[[ Input data open ]]

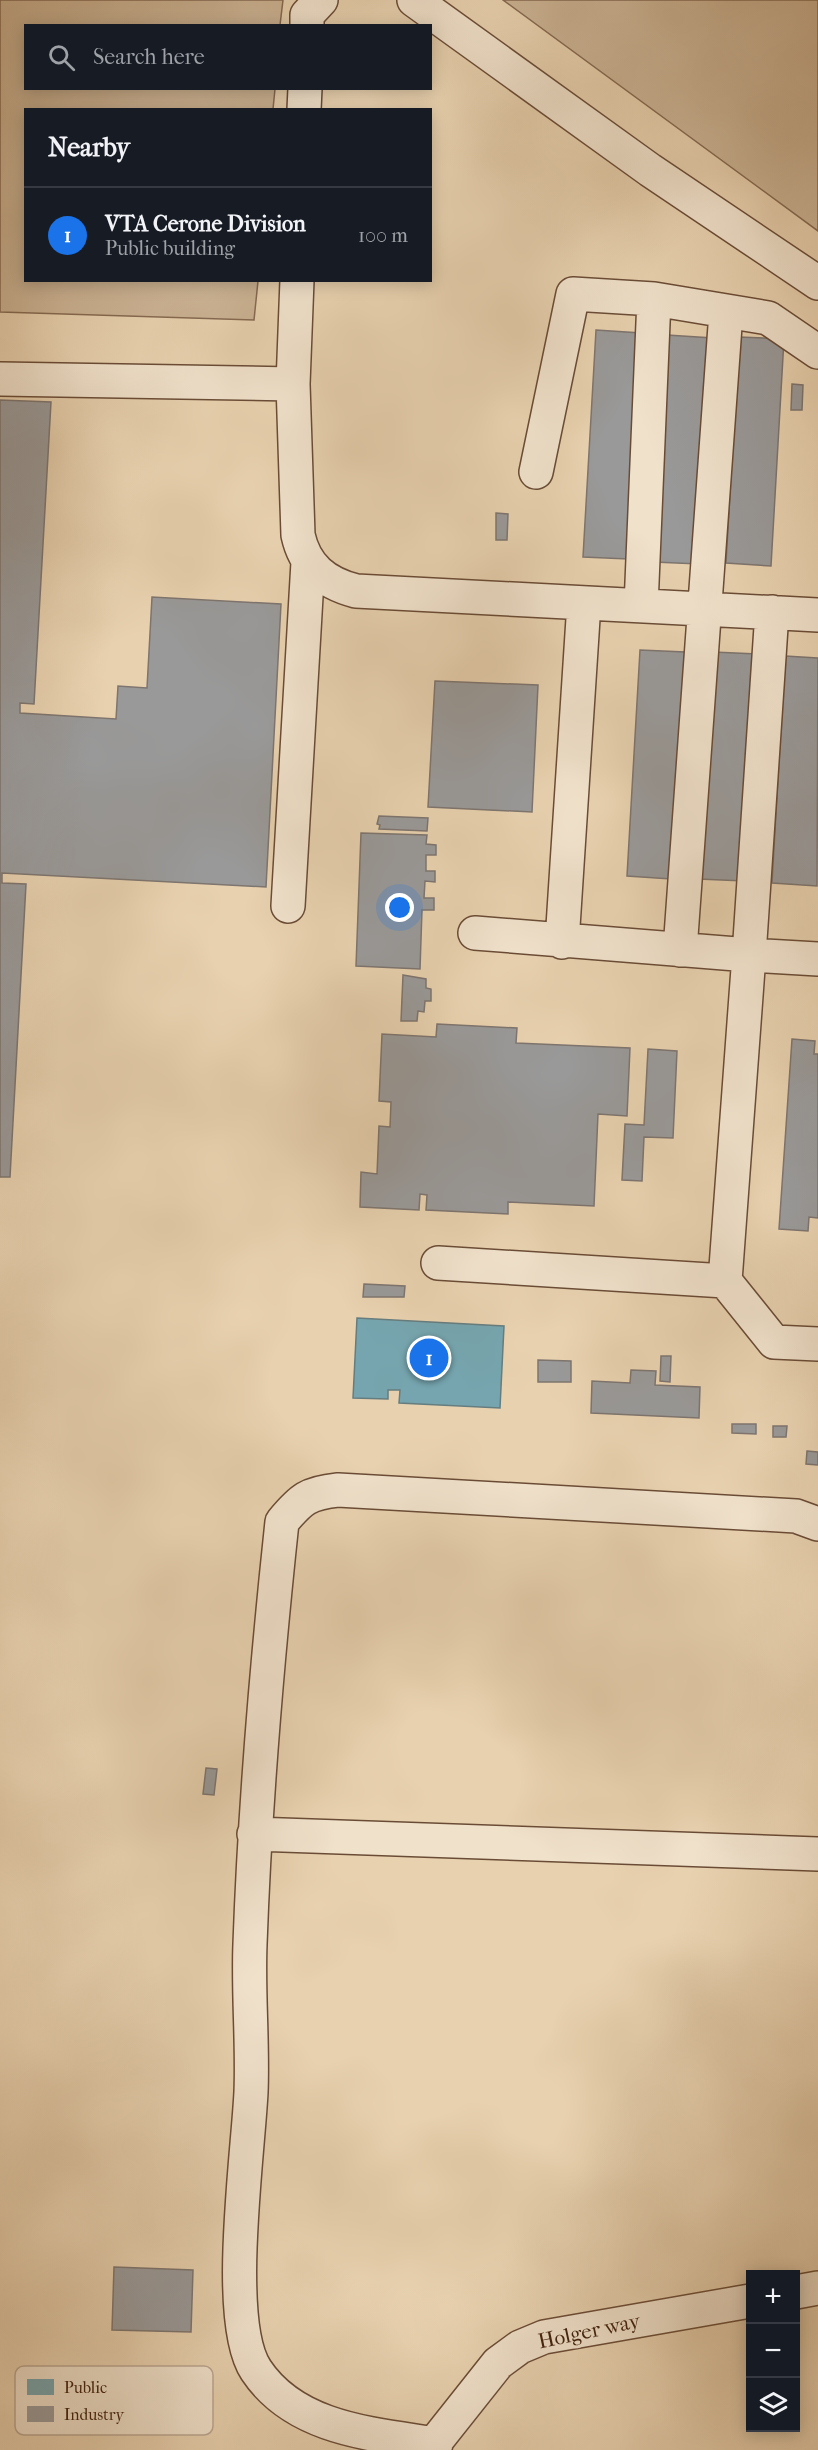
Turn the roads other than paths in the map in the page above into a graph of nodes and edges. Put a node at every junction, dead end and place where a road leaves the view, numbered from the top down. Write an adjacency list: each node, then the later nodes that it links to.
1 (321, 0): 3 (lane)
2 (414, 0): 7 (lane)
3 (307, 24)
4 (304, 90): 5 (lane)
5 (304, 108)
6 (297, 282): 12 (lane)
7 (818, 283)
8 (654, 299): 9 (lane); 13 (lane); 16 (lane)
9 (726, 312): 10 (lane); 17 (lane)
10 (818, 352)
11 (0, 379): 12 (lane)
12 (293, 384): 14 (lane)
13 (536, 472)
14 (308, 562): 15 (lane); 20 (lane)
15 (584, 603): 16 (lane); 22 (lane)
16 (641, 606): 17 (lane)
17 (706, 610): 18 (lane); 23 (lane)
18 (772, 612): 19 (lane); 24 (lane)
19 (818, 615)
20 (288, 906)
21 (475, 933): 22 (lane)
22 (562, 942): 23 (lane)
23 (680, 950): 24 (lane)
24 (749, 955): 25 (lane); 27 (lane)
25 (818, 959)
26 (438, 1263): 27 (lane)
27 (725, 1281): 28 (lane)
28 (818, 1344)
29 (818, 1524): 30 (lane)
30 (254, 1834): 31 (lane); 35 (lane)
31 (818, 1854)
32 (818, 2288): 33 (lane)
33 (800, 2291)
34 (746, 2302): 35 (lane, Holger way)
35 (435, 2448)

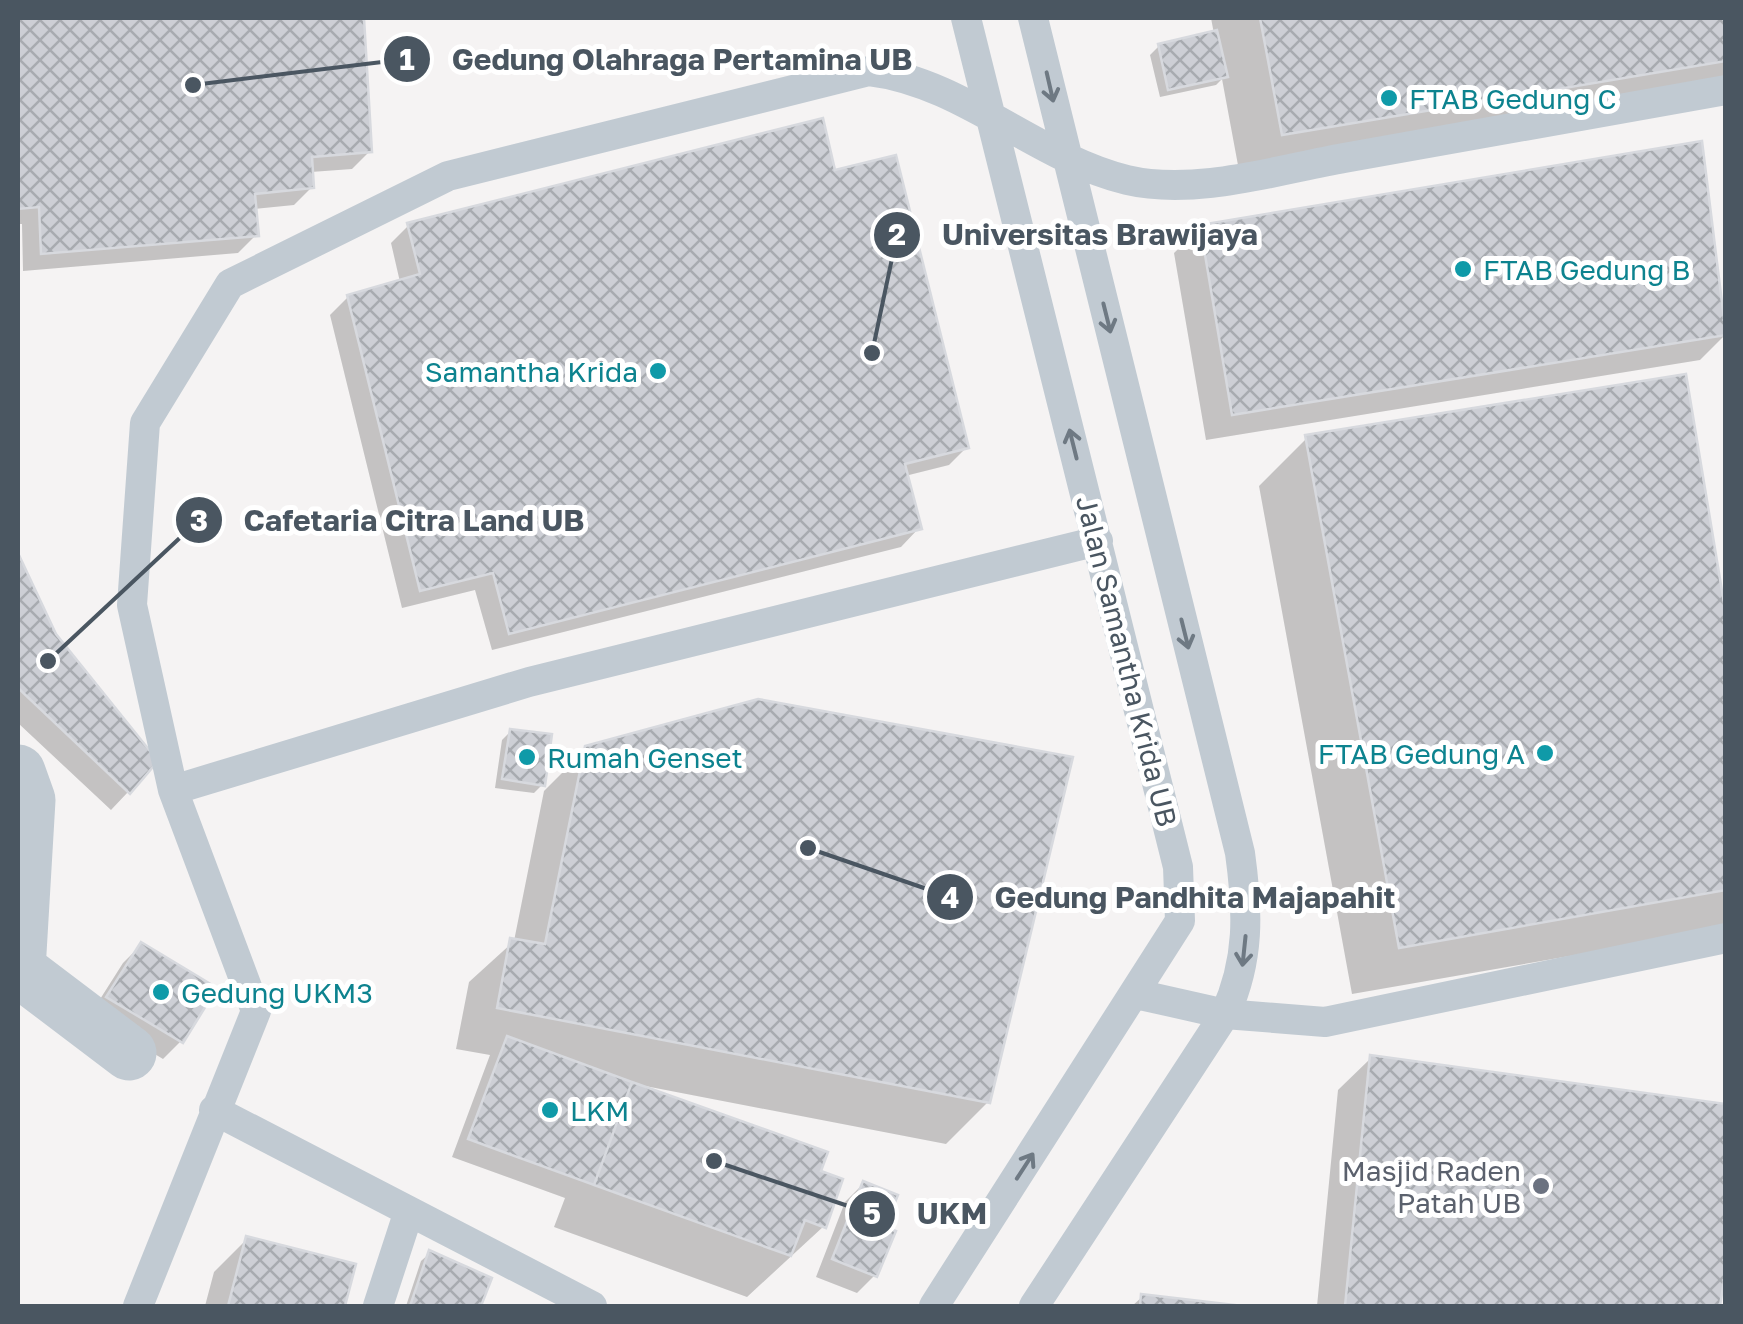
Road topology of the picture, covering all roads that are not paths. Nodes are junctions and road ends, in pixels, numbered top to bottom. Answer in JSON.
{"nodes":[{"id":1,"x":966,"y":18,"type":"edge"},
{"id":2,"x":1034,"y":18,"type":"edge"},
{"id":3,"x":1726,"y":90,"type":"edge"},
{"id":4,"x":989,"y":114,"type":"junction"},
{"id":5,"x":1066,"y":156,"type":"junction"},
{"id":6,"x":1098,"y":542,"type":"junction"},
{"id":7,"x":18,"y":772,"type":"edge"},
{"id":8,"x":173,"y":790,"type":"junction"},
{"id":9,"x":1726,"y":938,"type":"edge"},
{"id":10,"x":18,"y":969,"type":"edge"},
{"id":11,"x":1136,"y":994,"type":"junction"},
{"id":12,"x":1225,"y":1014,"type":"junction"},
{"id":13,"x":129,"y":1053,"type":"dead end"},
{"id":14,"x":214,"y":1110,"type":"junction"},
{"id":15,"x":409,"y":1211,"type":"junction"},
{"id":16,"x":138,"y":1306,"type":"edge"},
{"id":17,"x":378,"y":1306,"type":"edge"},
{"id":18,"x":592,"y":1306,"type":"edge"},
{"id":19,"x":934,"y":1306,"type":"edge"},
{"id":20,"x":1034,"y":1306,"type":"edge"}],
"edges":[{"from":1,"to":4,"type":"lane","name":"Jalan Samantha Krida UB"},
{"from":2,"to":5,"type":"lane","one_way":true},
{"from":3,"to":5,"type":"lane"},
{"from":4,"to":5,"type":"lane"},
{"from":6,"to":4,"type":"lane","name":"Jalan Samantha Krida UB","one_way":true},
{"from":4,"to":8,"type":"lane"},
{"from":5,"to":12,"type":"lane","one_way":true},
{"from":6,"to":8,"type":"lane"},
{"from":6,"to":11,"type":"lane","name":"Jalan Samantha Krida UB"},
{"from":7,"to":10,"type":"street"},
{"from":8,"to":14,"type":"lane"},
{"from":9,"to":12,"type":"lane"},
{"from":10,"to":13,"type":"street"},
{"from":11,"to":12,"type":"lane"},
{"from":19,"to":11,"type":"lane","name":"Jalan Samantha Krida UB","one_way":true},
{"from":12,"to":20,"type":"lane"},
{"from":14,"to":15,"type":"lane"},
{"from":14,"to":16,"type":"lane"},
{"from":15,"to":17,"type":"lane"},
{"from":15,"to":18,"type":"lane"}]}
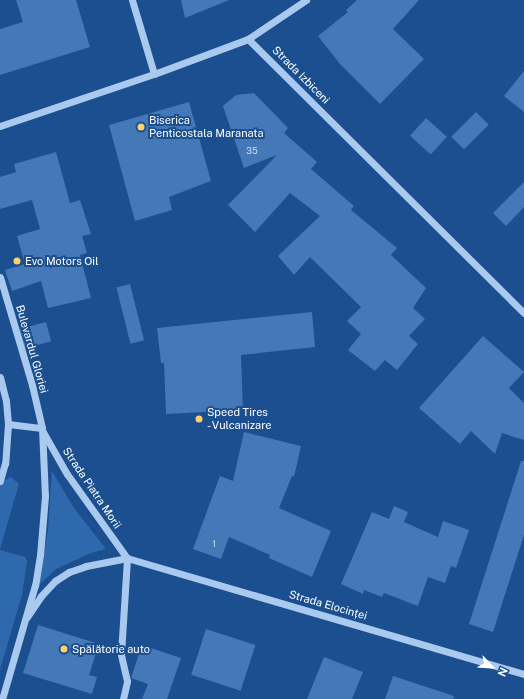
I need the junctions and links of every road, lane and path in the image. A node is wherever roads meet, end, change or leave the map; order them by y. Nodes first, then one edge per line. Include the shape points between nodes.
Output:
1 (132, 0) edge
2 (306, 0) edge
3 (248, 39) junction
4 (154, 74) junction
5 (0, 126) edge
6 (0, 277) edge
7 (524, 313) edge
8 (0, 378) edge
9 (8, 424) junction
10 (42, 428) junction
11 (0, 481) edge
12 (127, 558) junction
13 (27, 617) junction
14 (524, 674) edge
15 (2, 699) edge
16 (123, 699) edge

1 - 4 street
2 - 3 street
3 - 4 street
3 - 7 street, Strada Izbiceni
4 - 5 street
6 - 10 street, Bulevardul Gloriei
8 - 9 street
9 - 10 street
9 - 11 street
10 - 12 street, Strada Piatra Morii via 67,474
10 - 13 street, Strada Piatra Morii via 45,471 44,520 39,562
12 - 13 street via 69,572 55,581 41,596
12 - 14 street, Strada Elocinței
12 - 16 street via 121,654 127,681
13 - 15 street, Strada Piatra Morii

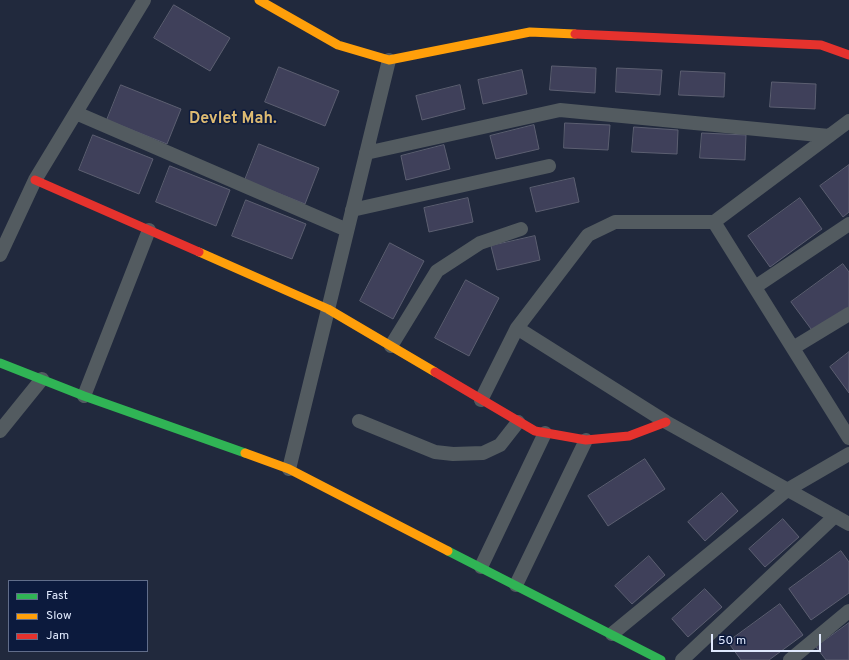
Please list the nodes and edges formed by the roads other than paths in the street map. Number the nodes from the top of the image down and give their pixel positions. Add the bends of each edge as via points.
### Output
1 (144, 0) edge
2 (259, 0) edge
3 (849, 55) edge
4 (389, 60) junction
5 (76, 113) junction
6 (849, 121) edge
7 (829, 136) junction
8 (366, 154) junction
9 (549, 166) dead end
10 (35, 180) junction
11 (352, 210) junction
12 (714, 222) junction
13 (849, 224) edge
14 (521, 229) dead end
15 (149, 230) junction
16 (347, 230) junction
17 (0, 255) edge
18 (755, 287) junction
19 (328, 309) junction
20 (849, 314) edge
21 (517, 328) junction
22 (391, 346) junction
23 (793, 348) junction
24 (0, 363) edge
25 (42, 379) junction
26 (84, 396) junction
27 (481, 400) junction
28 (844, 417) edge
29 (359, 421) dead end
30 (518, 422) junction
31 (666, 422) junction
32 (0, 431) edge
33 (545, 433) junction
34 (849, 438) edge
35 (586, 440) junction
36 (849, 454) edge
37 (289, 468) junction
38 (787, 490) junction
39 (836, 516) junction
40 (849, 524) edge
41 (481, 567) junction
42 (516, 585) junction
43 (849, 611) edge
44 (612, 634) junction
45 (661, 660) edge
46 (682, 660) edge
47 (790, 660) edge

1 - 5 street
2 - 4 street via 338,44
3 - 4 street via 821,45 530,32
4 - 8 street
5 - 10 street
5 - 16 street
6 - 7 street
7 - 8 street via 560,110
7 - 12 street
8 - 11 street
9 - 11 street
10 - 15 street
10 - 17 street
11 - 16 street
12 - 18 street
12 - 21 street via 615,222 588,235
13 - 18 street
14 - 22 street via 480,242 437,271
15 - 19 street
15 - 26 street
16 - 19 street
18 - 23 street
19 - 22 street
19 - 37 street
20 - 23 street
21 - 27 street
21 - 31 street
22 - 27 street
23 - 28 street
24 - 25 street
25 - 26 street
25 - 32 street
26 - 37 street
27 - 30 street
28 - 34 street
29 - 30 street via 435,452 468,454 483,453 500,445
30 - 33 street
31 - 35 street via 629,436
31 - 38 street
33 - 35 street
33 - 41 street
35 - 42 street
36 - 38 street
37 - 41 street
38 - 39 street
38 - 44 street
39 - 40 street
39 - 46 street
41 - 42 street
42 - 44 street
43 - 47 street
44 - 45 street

[[ Input data closed ]]

**What you have to do**
Please print all the entries exactly as written, but drop the pictures.

**Task response**
Turn the roads other than paths in the map in the page above into a graph of nodes and edges. Put a node at every junction, dead end and place where a road leaves the view, numbered from the top down. Write an adjacency list: each node, then the later nodes that it links to.
1 (321, 0): 3 (lane)
2 (414, 0): 7 (lane)
3 (307, 24)
4 (304, 90): 5 (lane)
5 (304, 108)
6 (297, 282): 12 (lane)
7 (818, 283)
8 (654, 299): 9 (lane); 13 (lane); 16 (lane)
9 (726, 312): 10 (lane); 17 (lane)
10 (818, 352)
11 (0, 379): 12 (lane)
12 (293, 384): 14 (lane)
13 (536, 472)
14 (308, 562): 15 (lane); 20 (lane)
15 (584, 603): 16 (lane); 22 (lane)
16 (641, 606): 17 (lane)
17 (706, 610): 18 (lane); 23 (lane)
18 (772, 612): 19 (lane); 24 (lane)
19 (818, 615)
20 (288, 906)
21 (475, 933): 22 (lane)
22 (562, 942): 23 (lane)
23 (680, 950): 24 (lane)
24 (749, 955): 25 (lane); 27 (lane)
25 (818, 959)
26 (438, 1263): 27 (lane)
27 (725, 1281): 28 (lane)
28 (818, 1344)
29 (818, 1524): 30 (lane)
30 (254, 1834): 31 (lane); 35 (lane)
31 (818, 1854)
32 (818, 2288): 33 (lane)
33 (800, 2291)
34 (746, 2302): 35 (lane, Holger way)
35 (435, 2448)

Road topology of the picture, covering all roads that are not paths. Nodes are junctions and road ends, in pixels, numbered top to bottom. Answer in JSON.
{"nodes":[{"id":1,"x":966,"y":18,"type":"edge"},
{"id":2,"x":1034,"y":18,"type":"edge"},
{"id":3,"x":1726,"y":90,"type":"edge"},
{"id":4,"x":989,"y":114,"type":"junction"},
{"id":5,"x":1066,"y":156,"type":"junction"},
{"id":6,"x":1098,"y":542,"type":"junction"},
{"id":7,"x":18,"y":772,"type":"edge"},
{"id":8,"x":173,"y":790,"type":"junction"},
{"id":9,"x":1726,"y":938,"type":"edge"},
{"id":10,"x":18,"y":969,"type":"edge"},
{"id":11,"x":1136,"y":994,"type":"junction"},
{"id":12,"x":1225,"y":1014,"type":"junction"},
{"id":13,"x":129,"y":1053,"type":"dead end"},
{"id":14,"x":214,"y":1110,"type":"junction"},
{"id":15,"x":409,"y":1211,"type":"junction"},
{"id":16,"x":138,"y":1306,"type":"edge"},
{"id":17,"x":378,"y":1306,"type":"edge"},
{"id":18,"x":592,"y":1306,"type":"edge"},
{"id":19,"x":934,"y":1306,"type":"edge"},
{"id":20,"x":1034,"y":1306,"type":"edge"}],
"edges":[{"from":1,"to":4,"type":"lane","name":"Jalan Samantha Krida UB"},
{"from":2,"to":5,"type":"lane","one_way":true},
{"from":3,"to":5,"type":"lane"},
{"from":4,"to":5,"type":"lane"},
{"from":6,"to":4,"type":"lane","name":"Jalan Samantha Krida UB","one_way":true},
{"from":4,"to":8,"type":"lane"},
{"from":5,"to":12,"type":"lane","one_way":true},
{"from":6,"to":8,"type":"lane"},
{"from":6,"to":11,"type":"lane","name":"Jalan Samantha Krida UB"},
{"from":7,"to":10,"type":"street"},
{"from":8,"to":14,"type":"lane"},
{"from":9,"to":12,"type":"lane"},
{"from":10,"to":13,"type":"street"},
{"from":11,"to":12,"type":"lane"},
{"from":19,"to":11,"type":"lane","name":"Jalan Samantha Krida UB","one_way":true},
{"from":12,"to":20,"type":"lane"},
{"from":14,"to":15,"type":"lane"},
{"from":14,"to":16,"type":"lane"},
{"from":15,"to":17,"type":"lane"},
{"from":15,"to":18,"type":"lane"}]}
I need the junctions and links of every road, lane and path in the image. A node is wherever roads meet, end, change or leave the map; order them by y. Nodes first, then one edge per line. Include the shape points between nodes.
Output:
1 (132, 0) edge
2 (306, 0) edge
3 (248, 39) junction
4 (154, 74) junction
5 (0, 126) edge
6 (0, 277) edge
7 (524, 313) edge
8 (0, 378) edge
9 (8, 424) junction
10 (42, 428) junction
11 (0, 481) edge
12 (127, 558) junction
13 (27, 617) junction
14 (524, 674) edge
15 (2, 699) edge
16 (123, 699) edge

1 - 4 street
2 - 3 street
3 - 4 street
3 - 7 street, Strada Izbiceni
4 - 5 street
6 - 10 street, Bulevardul Gloriei
8 - 9 street
9 - 10 street
9 - 11 street
10 - 12 street, Strada Piatra Morii via 67,474
10 - 13 street, Strada Piatra Morii via 45,471 44,520 39,562
12 - 13 street via 69,572 55,581 41,596
12 - 14 street, Strada Elocinței
12 - 16 street via 121,654 127,681
13 - 15 street, Strada Piatra Morii

Please list the nodes and edges formed by the roads other than paths in the street map. Number the nodes from the top of the image down and give their pixel positions. Add the bends of each edge as via points.
### Output
1 (144, 0) edge
2 (259, 0) edge
3 (849, 55) edge
4 (389, 60) junction
5 (76, 113) junction
6 (849, 121) edge
7 (829, 136) junction
8 (366, 154) junction
9 (549, 166) dead end
10 (35, 180) junction
11 (352, 210) junction
12 (714, 222) junction
13 (849, 224) edge
14 (521, 229) dead end
15 (149, 230) junction
16 (347, 230) junction
17 (0, 255) edge
18 (755, 287) junction
19 (328, 309) junction
20 (849, 314) edge
21 (517, 328) junction
22 (391, 346) junction
23 (793, 348) junction
24 (0, 363) edge
25 (42, 379) junction
26 (84, 396) junction
27 (481, 400) junction
28 (844, 417) edge
29 (359, 421) dead end
30 (518, 422) junction
31 (666, 422) junction
32 (0, 431) edge
33 (545, 433) junction
34 (849, 438) edge
35 (586, 440) junction
36 (849, 454) edge
37 (289, 468) junction
38 (787, 490) junction
39 (836, 516) junction
40 (849, 524) edge
41 (481, 567) junction
42 (516, 585) junction
43 (849, 611) edge
44 (612, 634) junction
45 (661, 660) edge
46 (682, 660) edge
47 (790, 660) edge

1 - 5 street
2 - 4 street via 338,44
3 - 4 street via 821,45 530,32
4 - 8 street
5 - 10 street
5 - 16 street
6 - 7 street
7 - 8 street via 560,110
7 - 12 street
8 - 11 street
9 - 11 street
10 - 15 street
10 - 17 street
11 - 16 street
12 - 18 street
12 - 21 street via 615,222 588,235
13 - 18 street
14 - 22 street via 480,242 437,271
15 - 19 street
15 - 26 street
16 - 19 street
18 - 23 street
19 - 22 street
19 - 37 street
20 - 23 street
21 - 27 street
21 - 31 street
22 - 27 street
23 - 28 street
24 - 25 street
25 - 26 street
25 - 32 street
26 - 37 street
27 - 30 street
28 - 34 street
29 - 30 street via 435,452 468,454 483,453 500,445
30 - 33 street
31 - 35 street via 629,436
31 - 38 street
33 - 35 street
33 - 41 street
35 - 42 street
36 - 38 street
37 - 41 street
38 - 39 street
38 - 44 street
39 - 40 street
39 - 46 street
41 - 42 street
42 - 44 street
43 - 47 street
44 - 45 street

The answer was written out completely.